WORK TO COMPLETE =
Exact repetition is required: output every record in full.

TASK MATERIAL =
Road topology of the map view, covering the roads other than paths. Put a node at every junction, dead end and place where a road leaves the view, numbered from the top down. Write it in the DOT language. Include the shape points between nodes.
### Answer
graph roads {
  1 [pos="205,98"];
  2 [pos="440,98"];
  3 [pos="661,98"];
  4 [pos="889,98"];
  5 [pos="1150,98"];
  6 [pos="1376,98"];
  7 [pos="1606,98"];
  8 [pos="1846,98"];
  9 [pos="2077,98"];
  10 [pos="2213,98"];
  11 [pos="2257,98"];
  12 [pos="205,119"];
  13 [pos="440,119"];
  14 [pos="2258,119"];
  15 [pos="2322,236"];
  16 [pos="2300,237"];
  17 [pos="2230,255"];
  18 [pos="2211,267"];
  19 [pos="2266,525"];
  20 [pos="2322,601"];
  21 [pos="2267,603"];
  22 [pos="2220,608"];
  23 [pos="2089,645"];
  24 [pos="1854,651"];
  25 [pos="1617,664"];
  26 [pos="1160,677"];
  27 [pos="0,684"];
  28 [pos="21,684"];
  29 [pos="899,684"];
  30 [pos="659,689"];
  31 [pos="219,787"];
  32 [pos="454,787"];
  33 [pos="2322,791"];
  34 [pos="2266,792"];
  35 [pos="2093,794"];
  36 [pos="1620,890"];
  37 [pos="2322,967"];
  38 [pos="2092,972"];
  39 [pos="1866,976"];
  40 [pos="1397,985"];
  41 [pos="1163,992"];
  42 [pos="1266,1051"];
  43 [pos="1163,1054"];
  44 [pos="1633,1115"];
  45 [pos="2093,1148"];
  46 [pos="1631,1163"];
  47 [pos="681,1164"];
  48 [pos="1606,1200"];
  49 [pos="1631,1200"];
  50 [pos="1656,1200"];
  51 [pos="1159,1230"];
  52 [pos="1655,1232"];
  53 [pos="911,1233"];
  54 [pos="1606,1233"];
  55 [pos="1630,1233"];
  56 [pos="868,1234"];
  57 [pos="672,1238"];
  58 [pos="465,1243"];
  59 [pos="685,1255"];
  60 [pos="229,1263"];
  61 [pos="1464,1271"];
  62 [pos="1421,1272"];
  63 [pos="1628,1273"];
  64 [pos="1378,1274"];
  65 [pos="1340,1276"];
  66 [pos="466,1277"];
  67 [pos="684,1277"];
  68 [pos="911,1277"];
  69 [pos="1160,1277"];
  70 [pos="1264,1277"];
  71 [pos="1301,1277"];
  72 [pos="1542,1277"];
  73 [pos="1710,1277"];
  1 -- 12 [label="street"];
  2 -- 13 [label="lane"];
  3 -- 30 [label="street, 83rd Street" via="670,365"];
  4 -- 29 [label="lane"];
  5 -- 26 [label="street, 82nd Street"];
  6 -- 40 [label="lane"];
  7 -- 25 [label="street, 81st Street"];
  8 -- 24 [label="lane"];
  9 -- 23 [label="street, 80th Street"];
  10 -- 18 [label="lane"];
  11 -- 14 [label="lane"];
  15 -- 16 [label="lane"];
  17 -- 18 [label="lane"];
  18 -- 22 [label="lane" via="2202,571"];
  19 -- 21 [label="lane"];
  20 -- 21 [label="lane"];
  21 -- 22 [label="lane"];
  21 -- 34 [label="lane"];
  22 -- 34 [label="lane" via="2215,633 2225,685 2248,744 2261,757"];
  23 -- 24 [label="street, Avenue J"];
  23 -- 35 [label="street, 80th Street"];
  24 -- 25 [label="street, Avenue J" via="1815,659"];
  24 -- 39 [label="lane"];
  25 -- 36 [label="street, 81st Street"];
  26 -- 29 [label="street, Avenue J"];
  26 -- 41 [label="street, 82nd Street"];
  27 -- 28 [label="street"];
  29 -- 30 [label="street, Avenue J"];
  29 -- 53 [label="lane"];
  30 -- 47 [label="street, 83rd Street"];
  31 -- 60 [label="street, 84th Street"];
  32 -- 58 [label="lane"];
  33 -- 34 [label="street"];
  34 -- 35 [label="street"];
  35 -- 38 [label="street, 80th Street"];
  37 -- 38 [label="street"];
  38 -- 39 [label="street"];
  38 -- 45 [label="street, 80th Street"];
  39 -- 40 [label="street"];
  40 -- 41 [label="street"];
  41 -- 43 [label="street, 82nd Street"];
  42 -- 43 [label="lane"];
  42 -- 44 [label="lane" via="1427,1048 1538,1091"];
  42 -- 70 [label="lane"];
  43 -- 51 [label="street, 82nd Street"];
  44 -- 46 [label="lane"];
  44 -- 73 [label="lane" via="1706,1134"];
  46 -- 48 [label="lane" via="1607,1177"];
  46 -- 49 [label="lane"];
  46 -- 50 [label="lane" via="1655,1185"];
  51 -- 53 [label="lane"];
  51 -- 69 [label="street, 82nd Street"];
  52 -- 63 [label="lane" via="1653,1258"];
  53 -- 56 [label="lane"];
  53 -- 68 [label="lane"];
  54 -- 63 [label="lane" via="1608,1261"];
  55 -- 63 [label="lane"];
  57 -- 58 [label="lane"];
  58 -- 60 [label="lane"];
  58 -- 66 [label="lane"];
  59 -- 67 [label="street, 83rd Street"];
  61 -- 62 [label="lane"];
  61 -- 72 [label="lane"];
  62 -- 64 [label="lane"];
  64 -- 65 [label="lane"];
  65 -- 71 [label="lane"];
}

THE COMPLETED TASK =
Road topology of the map view, covering the roads other than paths. Put a node at every junction, dead end and place where a road leaves the view, numbered from the top down. Write it in the DOT language. Include the shape points between nodes.
### Answer
graph roads {
  1 [pos="205,98"];
  2 [pos="440,98"];
  3 [pos="661,98"];
  4 [pos="889,98"];
  5 [pos="1150,98"];
  6 [pos="1376,98"];
  7 [pos="1606,98"];
  8 [pos="1846,98"];
  9 [pos="2077,98"];
  10 [pos="2213,98"];
  11 [pos="2257,98"];
  12 [pos="205,119"];
  13 [pos="440,119"];
  14 [pos="2258,119"];
  15 [pos="2322,236"];
  16 [pos="2300,237"];
  17 [pos="2230,255"];
  18 [pos="2211,267"];
  19 [pos="2266,525"];
  20 [pos="2322,601"];
  21 [pos="2267,603"];
  22 [pos="2220,608"];
  23 [pos="2089,645"];
  24 [pos="1854,651"];
  25 [pos="1617,664"];
  26 [pos="1160,677"];
  27 [pos="0,684"];
  28 [pos="21,684"];
  29 [pos="899,684"];
  30 [pos="659,689"];
  31 [pos="219,787"];
  32 [pos="454,787"];
  33 [pos="2322,791"];
  34 [pos="2266,792"];
  35 [pos="2093,794"];
  36 [pos="1620,890"];
  37 [pos="2322,967"];
  38 [pos="2092,972"];
  39 [pos="1866,976"];
  40 [pos="1397,985"];
  41 [pos="1163,992"];
  42 [pos="1266,1051"];
  43 [pos="1163,1054"];
  44 [pos="1633,1115"];
  45 [pos="2093,1148"];
  46 [pos="1631,1163"];
  47 [pos="681,1164"];
  48 [pos="1606,1200"];
  49 [pos="1631,1200"];
  50 [pos="1656,1200"];
  51 [pos="1159,1230"];
  52 [pos="1655,1232"];
  53 [pos="911,1233"];
  54 [pos="1606,1233"];
  55 [pos="1630,1233"];
  56 [pos="868,1234"];
  57 [pos="672,1238"];
  58 [pos="465,1243"];
  59 [pos="685,1255"];
  60 [pos="229,1263"];
  61 [pos="1464,1271"];
  62 [pos="1421,1272"];
  63 [pos="1628,1273"];
  64 [pos="1378,1274"];
  65 [pos="1340,1276"];
  66 [pos="466,1277"];
  67 [pos="684,1277"];
  68 [pos="911,1277"];
  69 [pos="1160,1277"];
  70 [pos="1264,1277"];
  71 [pos="1301,1277"];
  72 [pos="1542,1277"];
  73 [pos="1710,1277"];
  1 -- 12 [label="street"];
  2 -- 13 [label="lane"];
  3 -- 30 [label="street, 83rd Street" via="670,365"];
  4 -- 29 [label="lane"];
  5 -- 26 [label="street, 82nd Street"];
  6 -- 40 [label="lane"];
  7 -- 25 [label="street, 81st Street"];
  8 -- 24 [label="lane"];
  9 -- 23 [label="street, 80th Street"];
  10 -- 18 [label="lane"];
  11 -- 14 [label="lane"];
  15 -- 16 [label="lane"];
  17 -- 18 [label="lane"];
  18 -- 22 [label="lane" via="2202,571"];
  19 -- 21 [label="lane"];
  20 -- 21 [label="lane"];
  21 -- 22 [label="lane"];
  21 -- 34 [label="lane"];
  22 -- 34 [label="lane" via="2215,633 2225,685 2248,744 2261,757"];
  23 -- 24 [label="street, Avenue J"];
  23 -- 35 [label="street, 80th Street"];
  24 -- 25 [label="street, Avenue J" via="1815,659"];
  24 -- 39 [label="lane"];
  25 -- 36 [label="street, 81st Street"];
  26 -- 29 [label="street, Avenue J"];
  26 -- 41 [label="street, 82nd Street"];
  27 -- 28 [label="street"];
  29 -- 30 [label="street, Avenue J"];
  29 -- 53 [label="lane"];
  30 -- 47 [label="street, 83rd Street"];
  31 -- 60 [label="street, 84th Street"];
  32 -- 58 [label="lane"];
  33 -- 34 [label="street"];
  34 -- 35 [label="street"];
  35 -- 38 [label="street, 80th Street"];
  37 -- 38 [label="street"];
  38 -- 39 [label="street"];
  38 -- 45 [label="street, 80th Street"];
  39 -- 40 [label="street"];
  40 -- 41 [label="street"];
  41 -- 43 [label="street, 82nd Street"];
  42 -- 43 [label="lane"];
  42 -- 44 [label="lane" via="1427,1048 1538,1091"];
  42 -- 70 [label="lane"];
  43 -- 51 [label="street, 82nd Street"];
  44 -- 46 [label="lane"];
  44 -- 73 [label="lane" via="1706,1134"];
  46 -- 48 [label="lane" via="1607,1177"];
  46 -- 49 [label="lane"];
  46 -- 50 [label="lane" via="1655,1185"];
  51 -- 53 [label="lane"];
  51 -- 69 [label="street, 82nd Street"];
  52 -- 63 [label="lane" via="1653,1258"];
  53 -- 56 [label="lane"];
  53 -- 68 [label="lane"];
  54 -- 63 [label="lane" via="1608,1261"];
  55 -- 63 [label="lane"];
  57 -- 58 [label="lane"];
  58 -- 60 [label="lane"];
  58 -- 66 [label="lane"];
  59 -- 67 [label="street, 83rd Street"];
  61 -- 62 [label="lane"];
  61 -- 72 [label="lane"];
  62 -- 64 [label="lane"];
  64 -- 65 [label="lane"];
  65 -- 71 [label="lane"];
}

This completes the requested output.